永住ビザ(永住者)を申請する際、必須書類の中に「理由書(Statement of Reasons)」というものがあります。これは、申請者がなぜ永住を希望するのか、自分自身の言葉でその理由を説明する書類です。
法的には「任意提出」とされている場合もありますが、実務上はほぼ必須と言える重要書類です。理由書は、提出された他の証拠書類(収入・納税・年金など)では伝えきれない「背景」や「思い」を審査官に伝えるためのツールであり、申請者の真摯な姿勢をアピールする絶好の機会となります。
この記事では、永住申請における理由書の役割、構成、実例、注意点、よくあるNG表現などを行政書士の視点から詳しく解説します。
第1章|そもそも「理由書」とは何か?

1-1. 任意書類だが、実務上は「必須」に近い
入管法上、理由書の提出は義務ではありません。しかし、実際の申請ではほとんどのケースで提出が求められ、行政書士など専門家に依頼する際も、必ず作成を指示される書類です。

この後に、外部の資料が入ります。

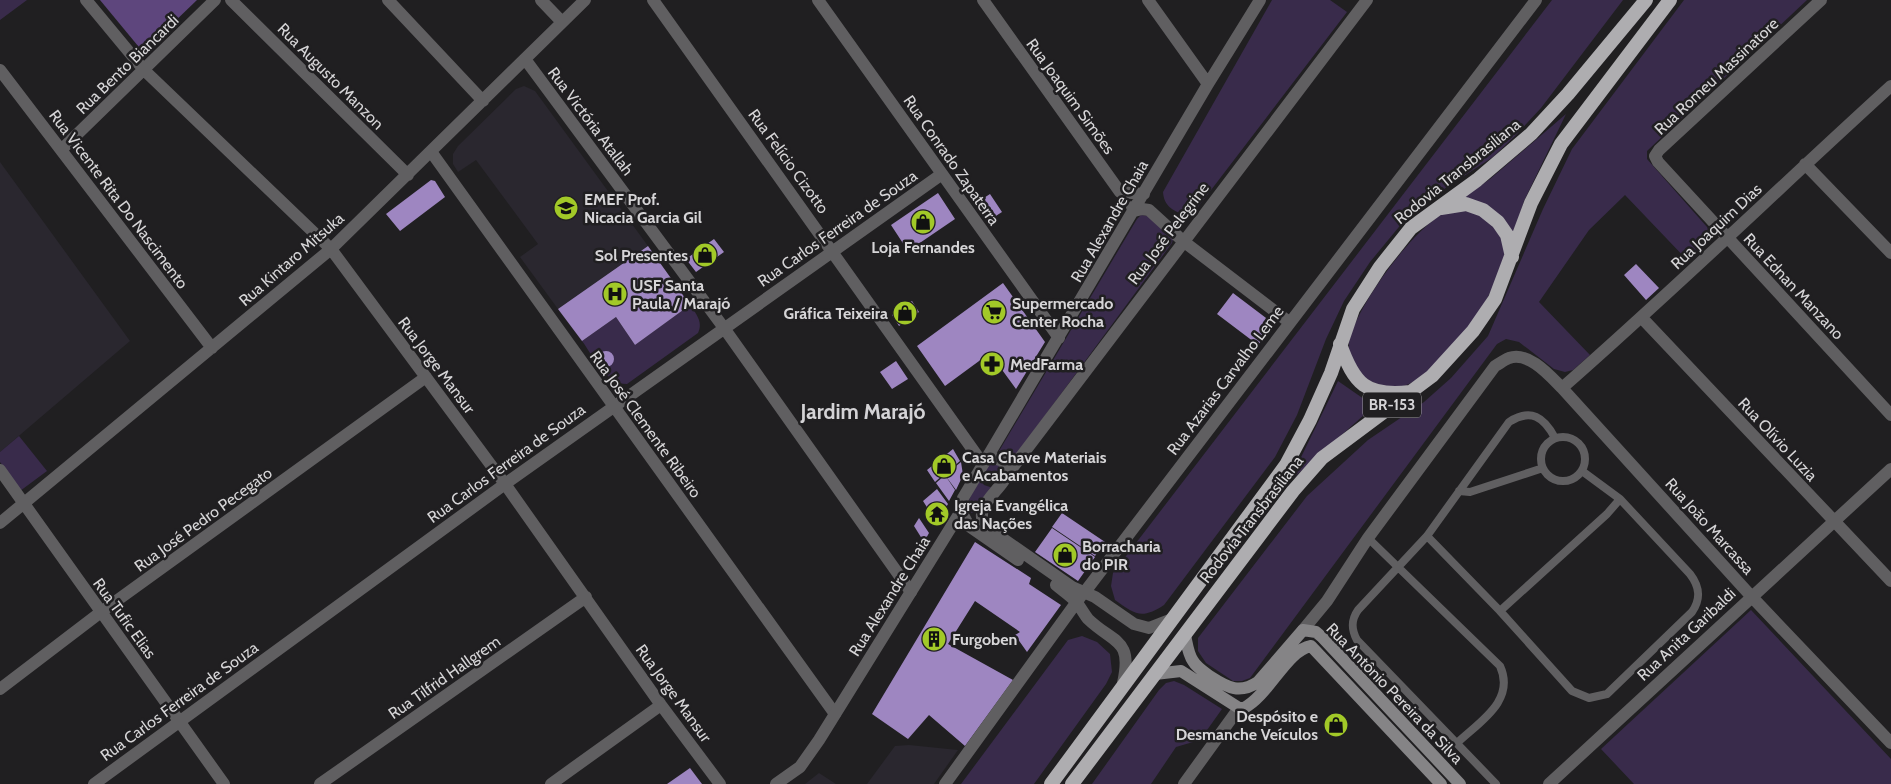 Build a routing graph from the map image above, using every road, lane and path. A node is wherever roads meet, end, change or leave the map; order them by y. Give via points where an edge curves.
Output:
1 (86, 0) edge
2 (216, 0) edge
3 (231, 0) edge
4 (388, 0) edge
5 (541, 0) edge
6 (585, 0) edge
7 (653, 0) edge
8 (818, 0) edge
9 (983, 0) edge
10 (1148, 0) edge
11 (1260, 0) edge
12 (1367, 0) edge
13 (1536, 0) edge
14 (1646, 0) edge
15 (1670, 0) edge
16 (1821, 0) edge
17 (562, 22) junction
18 (525, 60) junction
19 (0, 70) edge
20 (144, 70) junction
21 (1208, 84) junction
22 (1890, 89) edge
23 (483, 101) junction
24 (62, 150) junction
25 (432, 153) junction
26 (1655, 156) joint
27 (1805, 164) junction
28 (942, 174) junction
29 (408, 175) junction
30 (1120, 192) junction
31 (1144, 194) junction
32 (1441, 208) junction
33 (1134, 212) junction
34 (1726, 237) junction
35 (1185, 238) junction
36 (331, 249) junction
37 (833, 251) junction
38 (1891, 253) edge
39 (1512, 257) junction
40 (1642, 318) junction
41 (1291, 320) junction
42 (724, 328) junction
43 (1059, 338) junction
44 (1340, 344) junction
45 (212, 348) junction
46 (426, 377) junction
47 (1562, 388) junction
48 (1410, 392) junction
49 (613, 406) junction
50 (1891, 415) edge
51 (1555, 438) junction
52 (984, 464) junction
53 (1542, 468) junction
54 (1891, 469) edge
55 (0, 470) edge
56 (1582, 471) junction
57 (1004, 479) junction
58 (506, 484) junction
59 (1459, 491) junction
60 (1620, 500) junction
61 (23, 504) junction
62 (961, 510) junction
63 (1833, 521) junction
64 (0, 523) edge
65 (1427, 536) junction
66 (1368, 538) junction
67 (1399, 566) junction
68 (1891, 582) edge
69 (911, 592) junction
70 (1752, 596) junction
71 (586, 597) junction
72 (1080, 598) junction
73 (1500, 611) junction
74 (101, 612) junction
75 (1172, 619) junction
76 (1303, 630) junction
77 (1185, 635) junction
78 (1311, 646) junction
79 (1156, 674) junction
80 (1123, 683) junction
81 (0, 689) edge
82 (661, 705) junction
83 (1239, 708) junction
84 (835, 714) junction
85 (180, 720) junction
86 (1457, 743) junction
87 (1891, 743) edge
88 (94, 784) edge
89 (224, 784) edge
90 (320, 784) edge
91 (551, 784) edge
92 (720, 784) edge
93 (776, 784) edge
94 (944, 784) edge
95 (1051, 784) edge
96 (1072, 784) edge
97 (1184, 784) edge
98 (1441, 784) edge
99 (1460, 784) edge
100 (1496, 784) edge
101 (1548, 784) edge

1 - 20 street, Rua Jorge Mansur
2 - 20 street, Rua Bento Biancardi
3 - 29 street, Rua Augusto Manzon
4 - 23 street
5 - 17 street
6 - 17 street, Rua Kintaro Mitsuka
7 - 37 street, Rua Felício Cizotto
8 - 28 street, Rua Conrado Zapaterra
9 - 30 street, Rua Joaquim Simões
10 - 21 street
11 - 21 street, Rua Alexandre Chaia
12 - 35 street, Rua José Pelegrine
13 - 41 street, Rua Azarias Carvalho Leme
14 - 32 highway, Rodovia Transbrasiliana via 1531,134
15 - 39 highway, Rodovia Transbrasiliana / BR-153 via 1561,144 1531,203
16 - 26 street, Rua Romeu Massinatore
17 - 18 street, Rua Kintaro Mitsuka
18 - 23 street, Rua Kintaro Mitsuka
18 - 42 street, Rua Victória Atallah
19 - 24 street, Rua Vicente Rita Do Nascimento
20 - 24 street, Rua Bento Biancardi
20 - 36 street, Rua Jorge Mansur
21 - 31 street, Rua Alexandre Chaia
22 - 27 street, Rua Joaquim Dias
23 - 25 street, Rua Kintaro Mitsuka
24 - 45 street, Rua Vicente Rita Do Nascimento
25 - 29 street, Rua Kintaro Mitsuka
25 - 49 street, Rua José Clemente Ribeiro
26 - 34 street, Rua Ednan Manzano
27 - 34 street, Rua Joaquim Dias
27 - 38 street
28 - 37 street, Rua Carlos Ferreira de Souza
28 - 43 street, Rua Conrado Zapaterra
29 - 36 street, Rua Kintaro Mitsuka
30 - 31 street
30 - 33 street, Rua Joaquim Simões
31 - 33 street, Rua Alexandre Chaia
31 - 35 street
32 - 39 highway via 1466,204 1483,210 1498,222 1507,235
32 - 44 highway, Rodovia Transbrasiliana via 1411,228 1380,267 1352,310
33 - 35 street via 1149,210
33 - 43 street, Rua Alexandre Chaia
34 - 40 street, Rua Joaquim Dias
34 - 50 street, Rua Ednan Manzano
35 - 41 street
35 - 57 street, Rua José Pelegrine
36 - 45 street, Rua Kintaro Mitsuka
36 - 46 street, Rua Jorge Mansur
37 - 42 street, Rua Carlos Ferreira de Souza
37 - 52 street, Rua Felício Cizotto
39 - 48 highway, Rodovia Transbrasiliana / BR-153 via 1495,300 1473,331 1432,376
40 - 47 street, Rua Joaquim Dias
40 - 63 street, Rua Olívio Luzia
41 - 72 street, Rua Azarias Carvalho Leme
42 - 49 street, Rua Carlos Ferreira de Souza
42 - 69 street, Rua Victória Atallah
43 - 52 street, Rua Alexandre Chaia
44 - 48 highway via 1356,379 1377,393
44 - 75 highway, Rodovia Transbrasiliana via 1310,420 1286,464
45 - 61 street, Rua Kintaro Mitsuka
46 - 58 street, Rua Jorge Mansur
46 - 74 street, Rua José Pedro Pecegato
47 - 66 street, Rua João Marcassa via 1521,357 1509,358 1495,366
47 - 70 street, Rua João Marcassa
48 - 77 highway, Rodovia Transbrasiliana / BR-153 via 1322,458 1293,491
49 - 58 street, Rua Carlos Ferreira de Souza
49 - 84 street, Rua José Clemente Ribeiro
51 - 53 lane via 1544,447
51 - 56 lane via 1569,438 1581,445 1586,458
51 - 59 lane via 1548,424 1541,419 1533,416 1516,418 1503,429
52 - 57 street via 989,482
52 - 57 street via 1003,461 1008,467
52 - 62 street, Rua Alexandre Chaia via 963,498
53 - 56 lane via 1552,479 1559,481 1572,480
53 - 59 lane via 1470,492
54 - 63 street, Rua Anita Garibaldi
55 - 61 street, Rua Tufic Elias
56 - 60 lane
57 - 72 street, Rua José Pelegrine via 981,513 982,522
58 - 71 street, Rua Jorge Mansur
58 - 85 street, Rua Carlos Ferreira de Souza
59 - 65 lane
60 - 73 lane
60 - 73 lane via 1690,574 1698,588 1698,597 1692,612 1614,688 1598,698 1580,696 1572,691
61 - 64 street, Rua Kintaro Mitsuka
61 - 74 street, Rua Tufic Elias
62 - 69 street, Rua Alexandre Chaia
62 - 72 street via 970,526 1066,592
63 - 68 street, Rua Olívio Luzia
63 - 70 street, Rua Anita Garibaldi
65 - 67 lane
65 - 73 lane
66 - 67 lane
66 - 76 street via 1327,601
67 - 86 lane via 1354,616 1352,628 1354,634
67 - 86 lane via 1500,666 1504,674 1500,702
69 - 84 street, Rua Alexandre Chaia
70 - 87 street, Rua João Marcassa
70 - 101 street, Rua Anita Garibaldi
71 - 82 street, Rua Jorge Mansur
71 - 90 street, Rua Tilfrid Hallgrem
72 - 75 street via 1094,597 1142,628
72 - 80 street via 1088,618 1118,640 1125,652 1127,664
72 - 94 street, Rua Azarias Carvalho Leme
74 - 81 street, Rua José Pedro Pecegato
74 - 85 street, Rua Tufic Elias
75 - 80 highway, Rodovia Transbrasiliana
76 - 77 main road via 1258,682 1249,688 1238,689 1229,688 1199,669 1190,655
76 - 78 main road
76 - 99 main road, Rua Antônio Pereira da Silva via 1316,632 1322,637
77 - 79 highway, Rodovia Transbrasiliana / BR-153
78 - 83 main road, Rua Antônio Pereira da Silva via 1297,650 1276,680 1247,707
78 - 98 main road, Rua Antônio Pereira da Silva
79 - 83 main road via 1181,671
79 - 96 highway, Rodovia Transbrasiliana / BR-153
80 - 95 highway, Rodovia Transbrasiliana
82 - 91 street
82 - 92 street, Rua Jorge Mansur
83 - 97 street
84 - 93 street, Rua Alexandre Chaia via 800,767
85 - 88 street, Rua Carlos Ferreira de Souza
85 - 89 street, Rua Tufic Elias
86 - 100 lane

理由書がない場合、「なぜ永住を希望するのか」が不明確となり、特に審査官が迷うようなケース(転職歴が多い・収入に波がある・短期間での申請など)ではマイナス要因として作用することもあります。
1-2. 審査官が注目するポイント
理由書は、単に「日本が好きだから」などの抽象的な表現では不十分です。審査官が知りたいのは以下のような具体的な点です。
- 現在の生活基盤がどれだけ日本に根付いているか
- 日本で今後どのように生活し、社会と関わっていくつもりなのか
- 過去の在留歴・納税・年金などへの姿勢は真面目だったか
- ルール違反やトラブルがなかったか
- 永住を通じてどのような貢献をしようとしているか
これらの視点を踏まえながら、書くべき内容を整理する必要があります。
第2章|理由書に盛り込むべき6つの要素

理由書においては、「誠実さ」や「真剣さ」が伝わることが重要です。単なる感情表現やテンプレート的な言い回しだけではなく、審査官が知りたい情報をロジカルかつ丁寧に盛り込む必要があります。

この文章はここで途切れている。